**What to do**
Your task is to filter the data below down to the lines holding "Drive".

Dataset entries
# # #

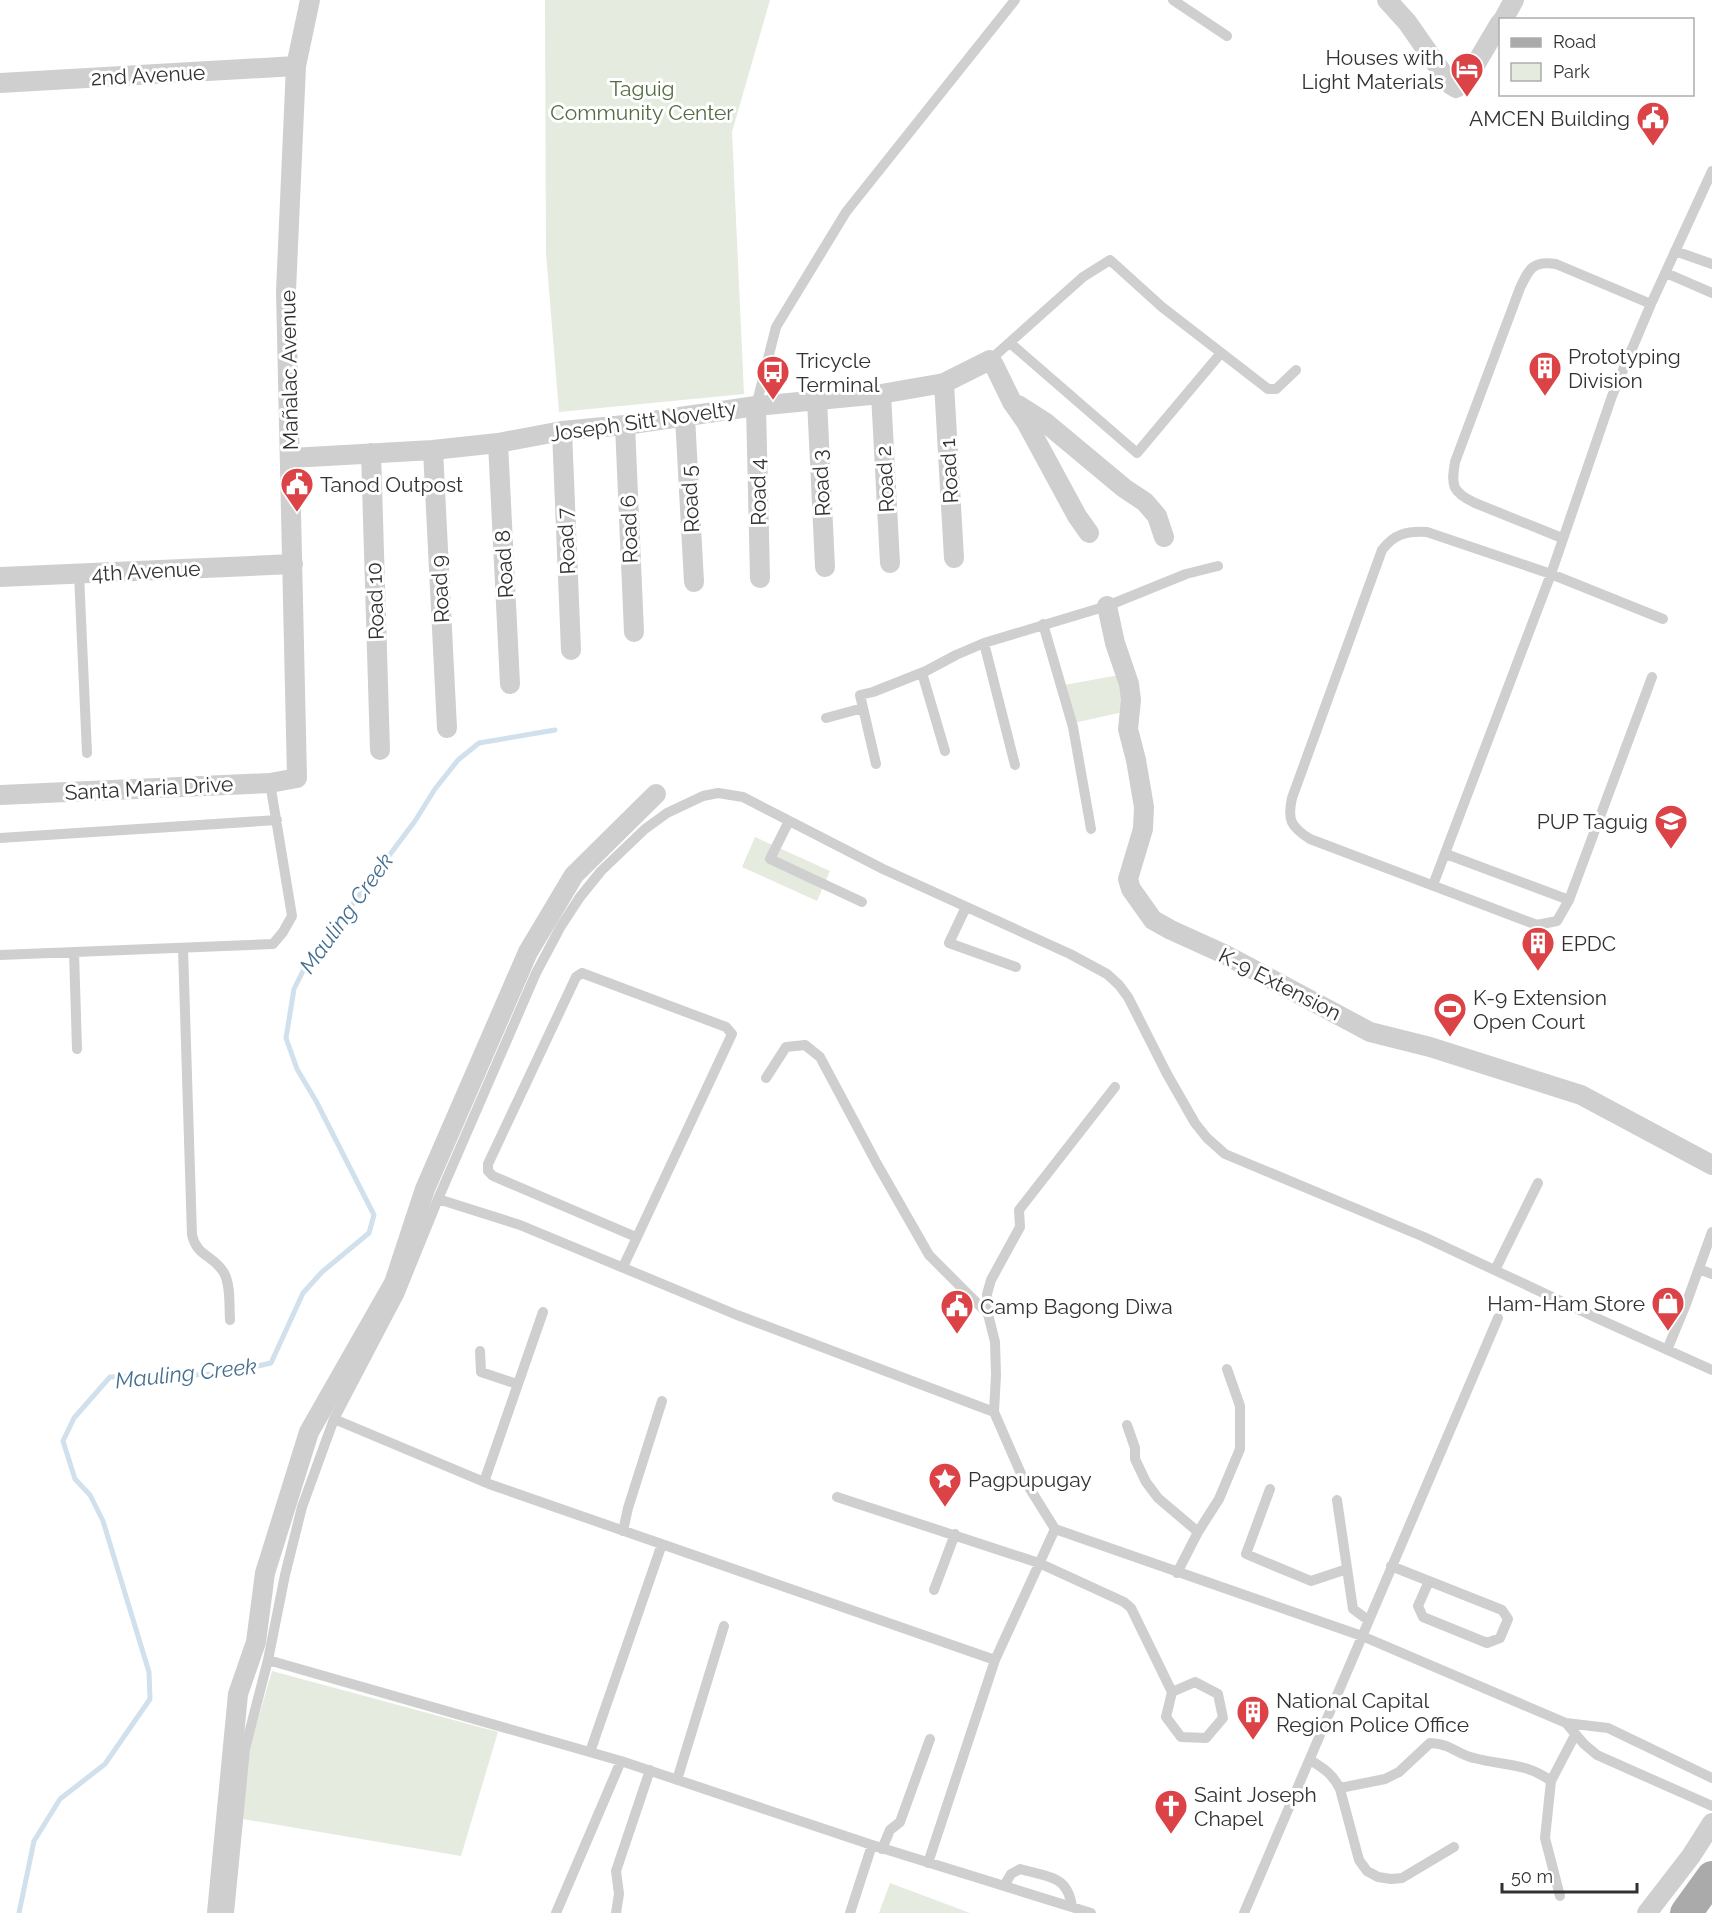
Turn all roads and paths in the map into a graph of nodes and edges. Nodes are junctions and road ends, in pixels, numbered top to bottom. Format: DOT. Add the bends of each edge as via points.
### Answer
graph roads {
  1 [pos="310,0"];
  2 [pos="1015,0"];
  3 [pos="1173,0"];
  4 [pos="1386,0"];
  5 [pos="1514,0"];
  6 [pos="1504,18"];
  7 [pos="1499,26"];
  8 [pos="1227,36"];
  9 [pos="296,66"];
  10 [pos="0,83"];
  11 [pos="1712,171"];
  12 [pos="1675,251"];
  13 [pos="1712,264"];
  14 [pos="1666,273"];
  15 [pos="1712,293"];
  16 [pos="1651,304"];
  17 [pos="1010,343"];
  18 [pos="1221,353"];
  19 [pos="990,360"];
  20 [pos="1296,370"];
  21 [pos="944,383"];
  22 [pos="880,394"];
  23 [pos="817,400"];
  24 [pos="1012,402"];
  25 [pos="756,406"];
  26 [pos="685,417"];
  27 [pos="625,425"];
  28 [pos="562,431"];
  29 [pos="498,443"];
  30 [pos="433,450"];
  31 [pos="371,453"];
  32 [pos="291,458"];
  33 [pos="1089,533"];
  34 [pos="1164,537"];
  35 [pos="1562,538"];
  36 [pos="954,558"];
  37 [pos="890,563"];
  38 [pos="293,564"];
  39 [pos="1218,566"];
  40 [pos="825,567"];
  41 [pos="79,574"];
  42 [pos="1551,574"];
  43 [pos="0,577"];
  44 [pos="760,578"];
  45 [pos="694,582"];
  46 [pos="1107,606"];
  47 [pos="1663,619"];
  48 [pos="1043,624"];
  49 [pos="634,632"];
  50 [pos="984,643"];
  51 [pos="571,650"];
  52 [pos="922,673"];
  53 [pos="1652,677"];
  54 [pos="510,684"];
  55 [pos="863,708"];
  56 [pos="826,718"];
  57 [pos="447,728"];
  58 [pos="380,750"];
  59 [pos="945,751"];
  60 [pos="87,753"];
  61 [pos="876,764"];
  62 [pos="1016,765"];
  63 [pos="297,778"];
  64 [pos="270,783"];
  65 [pos="656,794"];
  66 [pos="0,795"];
  67 [pos="277,820"];
  68 [pos="789,821"];
  69 [pos="1091,829"];
  70 [pos="0,838"];
  71 [pos="1446,854"];
  72 [pos="1433,885"];
  73 [pos="1569,900"];
  74 [pos="862,902"];
  75 [pos="966,906"];
  76 [pos="183,948"];
  77 [pos="74,952"];
  78 [pos="0,955"];
  79 [pos="1016,967"];
  80 [pos="77,1050"];
  81 [pos="766,1078"];
  82 [pos="1115,1087"];
  83 [pos="1712,1166"];
  84 [pos="1538,1183"];
  85 [pos="438,1199"];
  86 [pos="1712,1232"];
  87 [pos="636,1237"];
  88 [pos="623,1267"];
  89 [pos="1699,1269"];
  90 [pos="1495,1270"];
  91 [pos="1712,1274"];
  92 [pos="543,1312"];
  93 [pos="988,1314"];
  94 [pos="1498,1318"];
  95 [pos="230,1320"];
  96 [pos="1667,1350"];
  97 [pos="480,1351"];
  98 [pos="1227,1369"];
  99 [pos="1712,1370"];
  100 [pos="518,1384"];
  101 [pos="662,1401"];
  102 [pos="994,1412"];
  103 [pos="334,1419"];
  104 [pos="1127,1425"];
  105 [pos="484,1482"];
  106 [pos="1270,1489"];
  107 [pos="837,1497"];
  108 [pos="1337,1500"];
  109 [pos="1055,1529"];
  110 [pos="623,1531"];
  111 [pos="1198,1532"];
  112 [pos="955,1534"];
  113 [pos="662,1544"];
  114 [pos="1039,1563"];
  115 [pos="1391,1566"];
  116 [pos="1347,1569"];
  117 [pos="1177,1573"];
  118 [pos="1429,1581"];
  119 [pos="934,1590"];
  120 [pos="1368,1620"];
  121 [pos="724,1626"];
  122 [pos="1362,1635"];
  123 [pos="268,1660"];
  124 [pos="995,1660"];
  125 [pos="1172,1692"];
  126 [pos="1566,1723"];
  127 [pos="1575,1735"];
  128 [pos="930,1739"];
  129 [pos="590,1752"];
  130 [pos="1310,1760"];
  131 [pos="621,1761"];
  132 [pos="650,1770"];
  133 [pos="1712,1778"];
  134 [pos="676,1780"];
  135 [pos="1551,1781"];
  136 [pos="1340,1788"];
  137 [pos="1712,1806"];
  138 [pos="1712,1823"];
  139 [pos="877,1847"];
  140 [pos="1454,1847"];
  141 [pos="928,1863"];
  142 [pos="1712,1878"];
  143 [pos="1004,1886"];
  144 [pos="1560,1896"];
  145 [pos="1072,1907"];
  146 [pos="217,1913"];
  147 [pos="229,1913"];
  148 [pos="556,1913"];
  149 [pos="616,1913"];
  150 [pos="850,1913"];
  151 [pos="1091,1913"];
  152 [pos="1244,1913"];
  153 [pos="1647,1913"];
  154 [pos="1686,1913"];
  1 -- 9 [label="street, Mañalac Avenue"];
  2 -- 25 [label="lane" via="846,212 776,327"];
  3 -- 8 [label="lane"];
  4 -- 7 [label="street" via="1456,88 1465,82"];
  5 -- 6 [label="street"];
  9 -- 10 [label="street, 2nd Avenue"];
  9 -- 32 [label="street, Mañalac Avenue" via="286,291"];
  11 -- 12 [label="lane"];
  12 -- 13 [label="lane"];
  12 -- 14 [label="lane"];
  14 -- 15 [label="lane"];
  14 -- 16 [label="lane"];
  16 -- 35 [label="lane" via="1612,396"];
  16 -- 35 [label="lane" via="1547,262 1533,266 1520,288 1455,462 1454,490 1462,497"];
  17 -- 18 [label="lane" via="1083,277 1110,260"];
  17 -- 18 [label="lane" via="1137,453"];
  17 -- 19 [label="lane"];
  18 -- 20 [label="lane" via="1268,389 1276,389"];
  19 -- 21 [label="street, Joseph Sitt Novelty"];
  19 -- 24 [label="street"];
  21 -- 22 [label="street, Joseph Sitt Novelty"];
  21 -- 36 [label="street, Road 1"];
  22 -- 23 [label="street, Joseph Sitt Novelty"];
  22 -- 37 [label="street, Road 2"];
  23 -- 25 [label="street, Joseph Sitt Novelty"];
  23 -- 40 [label="street, Road 3"];
  24 -- 33 [label="street"];
  24 -- 34 [label="street" via="1046,423 1145,502 1157,516"];
  25 -- 26 [label="street, Joseph Sitt Novelty"];
  25 -- 44 [label="street, Road 4"];
  26 -- 27 [label="street, Joseph Sitt Novelty"];
  26 -- 45 [label="street, Road 5"];
  27 -- 28 [label="street, Joseph Sitt Novelty"];
  27 -- 49 [label="street, Road 6"];
  28 -- 29 [label="street, Joseph Sitt Novelty"];
  28 -- 51 [label="street, Road 7"];
  29 -- 30 [label="street, Joseph Sitt Novelty"];
  29 -- 54 [label="street, Road 8"];
  30 -- 31 [label="street, Joseph Sitt Novelty"];
  30 -- 57 [label="street, Road 9"];
  31 -- 32 [label="street, Joseph Sitt Novelty"];
  31 -- 58 [label="street, Road 10"];
  32 -- 38 [label="street, Mañalac Avenue"];
  35 -- 42 [label="lane"];
  38 -- 41 [label="street, 4th Avenue"];
  38 -- 63 [label="street, Mañalac Avenue"];
  39 -- 46 [label="lane" via="1186,573"];
  41 -- 43 [label="street, 4th Avenue"];
  41 -- 60 [label="lane"];
  42 -- 47 [label="lane"];
  42 -- 71 [label="lane"];
  42 -- 72 [label="lane" via="1426,532 1400,534 1382,550 1289,811 1291,823 1310,838"];
  46 -- 48 [label="lane"];
  46 -- 83 [label="street, K-9 Extension" via="1129,684 1128,729 1144,807 1143,829 1128,879 1153,920 1370,1032 1581,1095"];
  48 -- 50 [label="lane"];
  48 -- 69 [label="lane" via="1073,727"];
  50 -- 52 [label="lane"];
  50 -- 62 [label="lane"];
  52 -- 55 [label="lane" via="860,695"];
  52 -- 59 [label="lane"];
  53 -- 73 [label="lane"];
  55 -- 56 [label="lane"];
  55 -- 61 [label="lane"];
  63 -- 64 [label="street, Santa Maria Drive"];
  64 -- 66 [label="street, Santa Maria Drive"];
  64 -- 67 [label="lane"];
  65 -- 146 [label="street" via="574,875 528,952 425,1189 394,1282 309,1432 265,1573 256,1642 238,1694"];
  67 -- 70 [label="lane"];
  67 -- 76 [label="lane" via="292,916 283,932 273,944"];
  68 -- 74 [label="lane" via="770,859"];
  68 -- 75 [label="lane"];
  68 -- 85 [label="lane" via="742,797 718,793 703,796 667,813 645,829 601,871 561,926 536,973"];
  71 -- 72 [label="lane"];
  71 -- 73 [label="lane"];
  72 -- 73 [label="lane" via="1537,925 1557,921"];
  75 -- 79 [label="lane" via="949,943"];
  75 -- 90 [label="lane" via="1070,954 1119,985 1195,1123 1225,1154"];
  76 -- 77 [label="lane"];
  76 -- 95 [label="lane" via="192,1234 194,1246 226,1276"];
  77 -- 78 [label="lane"];
  77 -- 80 [label="lane"];
  81 -- 93 [label="lane" via="786,1047 805,1046 820,1057 929,1255"];
  82 -- 93 [label="lane" via="1019,1210 1020,1227 987,1294"];
  84 -- 90 [label="lane"];
  85 -- 88 [label="lane" via="520,1225"];
  85 -- 103 [label="lane" via="399,1295"];
  86 -- 89 [label="lane"];
  87 -- 87 [label="lane" via="488,1171 576,977 582,973 726,1027 732,1034"];
  87 -- 88 [label="lane"];
  88 -- 102 [label="lane" via="736,1315"];
  89 -- 91 [label="lane"];
  89 -- 96 [label="lane"];
  90 -- 96 [label="lane"];
  92 -- 100 [label="lane"];
  93 -- 102 [label="lane" via="995,1342"];
  94 -- 115 [label="lane"];
  96 -- 99 [label="lane"];
  97 -- 100 [label="lane" via="481,1372"];
  98 -- 111 [label="lane" via="1240,1406 1240,1449 1219,1499"];
  100 -- 105 [label="lane"];
  101 -- 110 [label="lane"];
  102 -- 109 [label="lane" via="1022,1476"];
  103 -- 105 [label="lane"];
  103 -- 123 [label="lane" via="302,1508"];
  104 -- 111 [label="lane" via="1135,1460 1146,1482 1158,1498"];
  105 -- 110 [label="lane"];
  106 -- 116 [label="lane" via="1246,1554 1311,1581"];
  107 -- 112 [label="lane"];
  108 -- 116 [label="lane"];
  109 -- 114 [label="lane"];
  109 -- 117 [label="lane"];
  110 -- 113 [label="lane"];
  111 -- 117 [label="lane"];
  112 -- 114 [label="lane"];
  112 -- 119 [label="lane"];
  113 -- 124 [label="lane"];
  113 -- 129 [label="lane"];
  114 -- 124 [label="lane"];
  114 -- 125 [label="lane" via="1131,1608"];
  115 -- 118 [label="lane"];
  115 -- 120 [label="lane"];
  116 -- 120 [label="lane" via="1353,1609"];
  117 -- 122 [label="lane"];
  118 -- 118 [label="lane" via="1418,1606 1423,1617 1487,1642 1500,1638 1508,1619 1502,1610"];
  120 -- 122 [label="lane"];
  121 -- 134 [label="lane"];
  122 -- 126 [label="lane"];
  122 -- 130 [label="lane"];
  123 -- 129 [label="lane"];
  123 -- 147 [label="lane" via="245,1749"];
  124 -- 141 [label="lane"];
  125 -- 125 [label="lane" via="1195,1682 1218,1694 1222,1718 1206,1738 1181,1737 1166,1717"];
  126 -- 127 [label="lane"];
  126 -- 133 [label="lane" via="1608,1728"];
  127 -- 135 [label="lane"];
  127 -- 137 [label="lane" via="1597,1755"];
  128 -- 139 [label="lane" via="900,1822"];
  129 -- 131 [label="lane"];
  130 -- 136 [label="lane" via="1325,1768"];
  130 -- 152 [label="lane"];
  131 -- 132 [label="lane"];
  131 -- 148 [label="lane"];
  132 -- 134 [label="lane"];
  132 -- 149 [label="lane" via="616,1871"];
  134 -- 139 [label="lane"];
  135 -- 136 [label="lane" via="1516,1764 1473,1758 1444,1743 1430,1743 1399,1772 1385,1779"];
  135 -- 144 [label="lane" via="1545,1838"];
  136 -- 140 [label="lane" via="1359,1860 1367,1871 1385,1878 1402,1878"];
  138 -- 153 [label="street"];
  139 -- 141 [label="lane"];
  139 -- 150 [label="lane"];
  141 -- 143 [label="lane"];
  142 -- 154 [label="main road"];
  143 -- 145 [label="lane"];
  143 -- 145 [label="lane" via="1011,1874 1020,1869 1062,1882 1070,1893"];
  145 -- 151 [label="lane"];
}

# # #

**Solved exercise**
  63 -- 64 [label="street, Santa Maria Drive"];
  64 -- 66 [label="street, Santa Maria Drive"];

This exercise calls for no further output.